PROVIDED MATERIAL Block Start
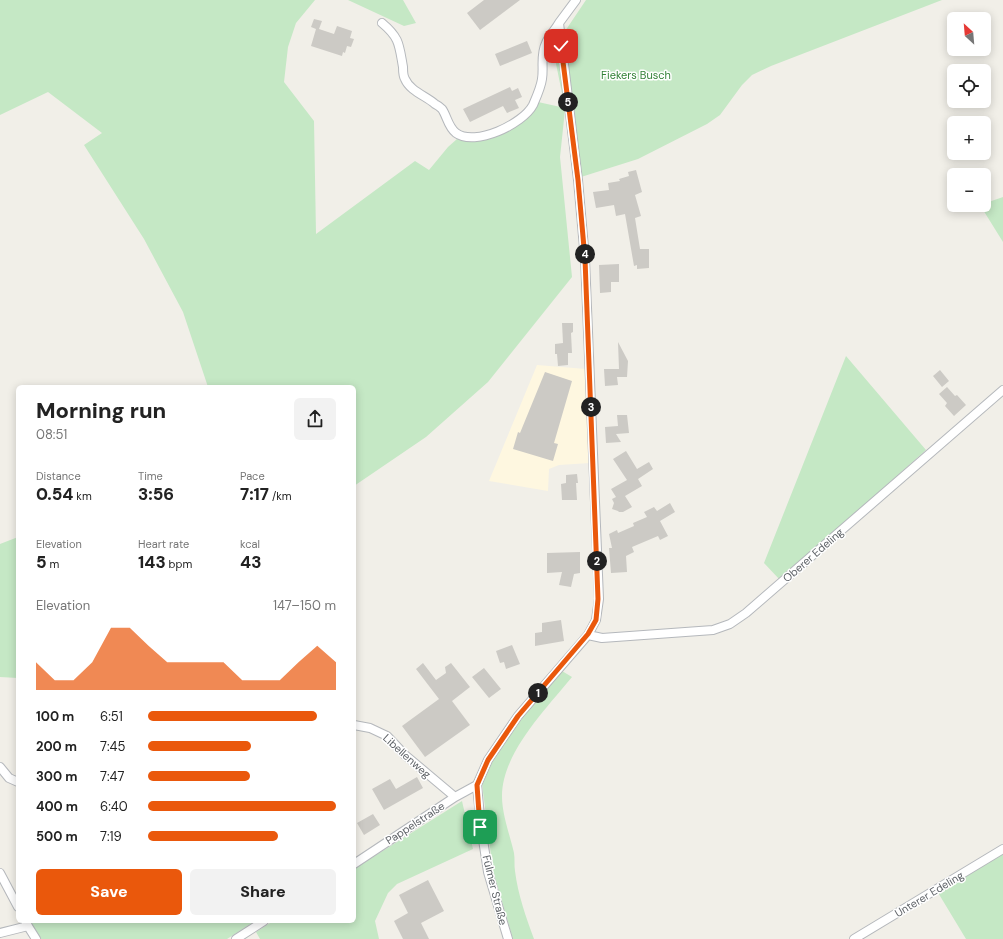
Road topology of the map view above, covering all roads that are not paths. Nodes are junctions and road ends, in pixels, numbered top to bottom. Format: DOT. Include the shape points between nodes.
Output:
graph roads {
  1 [pos="576,0"];
  2 [pos="382,23"];
  3 [pos="559,23"];
  4 [pos="1003,390"];
  5 [pos="588,634"];
  6 [pos="356,725"];
  7 [pos="0,767"];
  8 [pos="16,781"];
  9 [pos="477,785"];
  10 [pos="455,797"];
  11 [pos="1003,848"];
  12 [pos="356,863"];
  13 [pos="0,873"];
  14 [pos="16,904"];
  15 [pos="26,923"];
  16 [pos="261,923"];
  17 [pos="0,933"];
  18 [pos="36,939"];
  19 [pos="236,939"];
  20 [pos="508,939"];
  21 [pos="854,939"];
  1 -- 3 [label="street"];
  2 -- 3 [label="street" via="393,32 399,44 405,79 411,88 442,109 456,133 467,137 495,132 511,125 533,106 542,80 545,44"];
  3 -- 5 [label="street, Fülmer Straße" via="585,259 598,599 596,620"];
  4 -- 5 [label="street, Oberer Edeling" via="746,613 730,624 713,630 602,638"];
  5 -- 9 [label="street, Fülmer Straße" via="518,716 488,760"];
  6 -- 10 [label="street, Libellenweg" via="370,728 387,736 405,755"];
  7 -- 8 [label="street" via="9,778"];
  9 -- 10 [label="street, Pappelstraße"];
  9 -- 20 [label="street, Fülmer Straße" via="480,827 488,872"];
  10 -- 12 [label="street, Pappelstraße"];
  11 -- 21 [label="street, Unterer Edeling"];
  13 -- 14 [label="street"];
  15 -- 17 [label="street"];
  15 -- 18 [label="street"];
  16 -- 19 [label="street"];
}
PROVIDED MATERIAL Block End
THE TASK: All of the material above should be output exactly, with the pictures left behind.

WORKED SOLUTION:
Road topology of the map view above, covering all roads that are not paths. Nodes are junctions and road ends, in pixels, numbered top to bottom. Format: DOT. Include the shape points between nodes.
Output:
graph roads {
  1 [pos="576,0"];
  2 [pos="382,23"];
  3 [pos="559,23"];
  4 [pos="1003,390"];
  5 [pos="588,634"];
  6 [pos="356,725"];
  7 [pos="0,767"];
  8 [pos="16,781"];
  9 [pos="477,785"];
  10 [pos="455,797"];
  11 [pos="1003,848"];
  12 [pos="356,863"];
  13 [pos="0,873"];
  14 [pos="16,904"];
  15 [pos="26,923"];
  16 [pos="261,923"];
  17 [pos="0,933"];
  18 [pos="36,939"];
  19 [pos="236,939"];
  20 [pos="508,939"];
  21 [pos="854,939"];
  1 -- 3 [label="street"];
  2 -- 3 [label="street" via="393,32 399,44 405,79 411,88 442,109 456,133 467,137 495,132 511,125 533,106 542,80 545,44"];
  3 -- 5 [label="street, Fülmer Straße" via="585,259 598,599 596,620"];
  4 -- 5 [label="street, Oberer Edeling" via="746,613 730,624 713,630 602,638"];
  5 -- 9 [label="street, Fülmer Straße" via="518,716 488,760"];
  6 -- 10 [label="street, Libellenweg" via="370,728 387,736 405,755"];
  7 -- 8 [label="street" via="9,778"];
  9 -- 10 [label="street, Pappelstraße"];
  9 -- 20 [label="street, Fülmer Straße" via="480,827 488,872"];
  10 -- 12 [label="street, Pappelstraße"];
  11 -- 21 [label="street, Unterer Edeling"];
  13 -- 14 [label="street"];
  15 -- 17 [label="street"];
  15 -- 18 [label="street"];
  16 -- 19 [label="street"];
}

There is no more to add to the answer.